Muchos jueces, fiscales, tienen miedo a meterse con la Iglesia porque es una institución muy poderosa que te puede dejar sin trabajo. Los obispos que renunciaron en Irlanda son verdaderos chivos expiatorios, porque con su renuncia están protegiendo al cardenal de Dublín y al Papa. Es como tirar un poco de carne a los leones para apaciguar la cosa, pero es el Papa el que está en entredicho.

¿Nos olvidamos entonces de ver sentado en el banquillo al Papa?

En EEUU se están planteando aplicarle la ley norteamericana sobre la delincuencia organizada. De acuerdo a esa ley, el Papa es responsable de los abusos. Un ejemplo: si un repartidor de pizzas comete una tropelía en un reparto, el responsable es el repartidor de pizzas pero también su jefe. Ahora, que consigan sentar al Papa en el baquillo… El Vaticano ya plantea que tiene inmunidad como jefe de Estado para evitar dos cosas. Una, que lo encausen. Y dos, tener que pagar las indemnizaciones.

¿Nadie va a resarcir el daño?

La divina providencia. Dejan a la divina providencia ese trabajo. Si la divina providencia no atiende a la víctima es porque ha pecado. Es una estrategia de criminalizar a la víctima. Y el pederasta, sin embargo, resulta ser alguien atacado por el demonio que se salva rezando 20 rosarios y padres nuestros.

¿Saltarán más casos como el del español José Ángel Arregui?

Prepárense. En México, por ejemplo, estuvo el caso de Nicolás Aguilar, que de forma descarada era un prófugo de la justicia norteamericana pero figuraba en el directorio de los sacerdotes de la Iglesia católica mexicana al frente de una parroquia. Se dio también el caso de un sacerdote que estuvo incluso condenado a prisión y la Iglesia presionaba al gobernador para que saliera en libertad. Cuando salió le estaban organizando un homenaje. Que habrá gente decente dentro de la Iglesia, eso nadie lo discute, pero en muchos casos quienes tienen el control protegen a estos delincuentes.

¿Y la Iglesia española los está protegiendo?

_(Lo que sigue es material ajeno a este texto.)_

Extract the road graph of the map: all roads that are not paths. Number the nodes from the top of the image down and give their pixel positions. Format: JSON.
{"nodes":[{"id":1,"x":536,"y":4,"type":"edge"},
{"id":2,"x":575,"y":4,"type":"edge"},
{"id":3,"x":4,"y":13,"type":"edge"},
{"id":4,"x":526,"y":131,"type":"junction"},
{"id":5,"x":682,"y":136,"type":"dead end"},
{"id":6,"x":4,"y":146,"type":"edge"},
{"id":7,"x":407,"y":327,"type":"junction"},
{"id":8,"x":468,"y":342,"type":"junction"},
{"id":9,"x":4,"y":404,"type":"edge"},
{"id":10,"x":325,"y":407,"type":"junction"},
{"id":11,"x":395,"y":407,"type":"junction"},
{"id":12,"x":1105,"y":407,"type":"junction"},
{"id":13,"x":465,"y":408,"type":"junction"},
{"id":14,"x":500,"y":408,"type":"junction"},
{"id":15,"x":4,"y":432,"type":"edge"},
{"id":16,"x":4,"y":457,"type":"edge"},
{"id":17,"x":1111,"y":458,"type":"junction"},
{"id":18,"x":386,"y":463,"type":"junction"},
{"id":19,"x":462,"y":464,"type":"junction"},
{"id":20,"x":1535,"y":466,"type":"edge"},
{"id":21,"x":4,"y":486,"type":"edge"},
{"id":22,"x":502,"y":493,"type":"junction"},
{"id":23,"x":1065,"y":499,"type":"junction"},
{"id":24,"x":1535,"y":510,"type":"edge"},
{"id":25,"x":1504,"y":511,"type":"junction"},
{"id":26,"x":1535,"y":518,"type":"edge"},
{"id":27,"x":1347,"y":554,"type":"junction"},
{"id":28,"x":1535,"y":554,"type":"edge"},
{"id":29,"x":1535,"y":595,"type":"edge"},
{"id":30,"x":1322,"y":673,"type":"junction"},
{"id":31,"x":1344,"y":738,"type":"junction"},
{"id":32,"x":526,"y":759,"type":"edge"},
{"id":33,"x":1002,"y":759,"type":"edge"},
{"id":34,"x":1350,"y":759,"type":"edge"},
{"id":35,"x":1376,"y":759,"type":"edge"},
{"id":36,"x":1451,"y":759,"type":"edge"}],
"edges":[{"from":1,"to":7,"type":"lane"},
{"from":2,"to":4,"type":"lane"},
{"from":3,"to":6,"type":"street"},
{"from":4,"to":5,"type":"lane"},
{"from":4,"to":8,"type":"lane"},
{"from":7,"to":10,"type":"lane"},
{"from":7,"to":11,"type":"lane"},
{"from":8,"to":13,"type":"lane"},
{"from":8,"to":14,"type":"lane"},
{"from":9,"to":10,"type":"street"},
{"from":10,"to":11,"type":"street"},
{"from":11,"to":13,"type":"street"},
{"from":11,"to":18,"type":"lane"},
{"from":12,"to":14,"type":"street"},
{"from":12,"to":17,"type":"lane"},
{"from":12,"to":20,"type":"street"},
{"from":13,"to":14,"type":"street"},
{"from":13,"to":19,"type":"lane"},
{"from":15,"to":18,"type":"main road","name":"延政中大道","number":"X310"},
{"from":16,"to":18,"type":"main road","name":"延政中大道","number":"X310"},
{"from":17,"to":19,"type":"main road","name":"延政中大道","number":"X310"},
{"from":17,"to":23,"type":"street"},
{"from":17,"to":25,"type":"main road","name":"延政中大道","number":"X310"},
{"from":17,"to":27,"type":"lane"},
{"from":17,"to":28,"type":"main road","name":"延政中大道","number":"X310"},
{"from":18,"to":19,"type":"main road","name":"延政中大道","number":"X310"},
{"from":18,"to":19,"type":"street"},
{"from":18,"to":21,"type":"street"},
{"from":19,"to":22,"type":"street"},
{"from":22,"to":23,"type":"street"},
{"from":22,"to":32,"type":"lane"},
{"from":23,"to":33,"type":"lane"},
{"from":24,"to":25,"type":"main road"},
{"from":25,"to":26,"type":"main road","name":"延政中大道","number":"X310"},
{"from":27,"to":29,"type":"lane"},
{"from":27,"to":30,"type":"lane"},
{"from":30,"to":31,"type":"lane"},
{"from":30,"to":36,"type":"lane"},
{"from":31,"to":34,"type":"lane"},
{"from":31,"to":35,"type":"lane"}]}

Viendo la dinámica, no podemos descartar la posibilidad de que haya sacerdotes españoles fuera de España para tapar su comportamiento o porque la misma institución consideró peligrosos. En el caso de Arregui, es evidente que en España sabían perfectamente a qué se dedicaba. Y es muy probable que lo mandaran por eso a Chile. Uno se entera de un caso y tiende a pensar que debe haber 50 iguales o peores.

¿La gente ha dejado de tenerle miedo a la Iglesia?

Ese es el punto. Hay un doble proceso. La gente le pierde miedo a la capacidad que puede tener la Iglesia de castigarlos pero, además, la gente comienza a hablar con la verdad. Si fue abusada, fue abusada y no es culpa del abusado, sino del abusador.

¿La política está supeditada a la religión?

Daría la vuelta a la pregunta. Las autoridades religiosas participan activamente en política. El cardenal, los obispos de cualquier país, también en España, negocian con los políticos cuotas de poder. ¿Qué hace la Iglesia ante la crisis que está viviendo y que niega por cierto? Se refugia en un tipo de trabajo pastoral con las clases altas.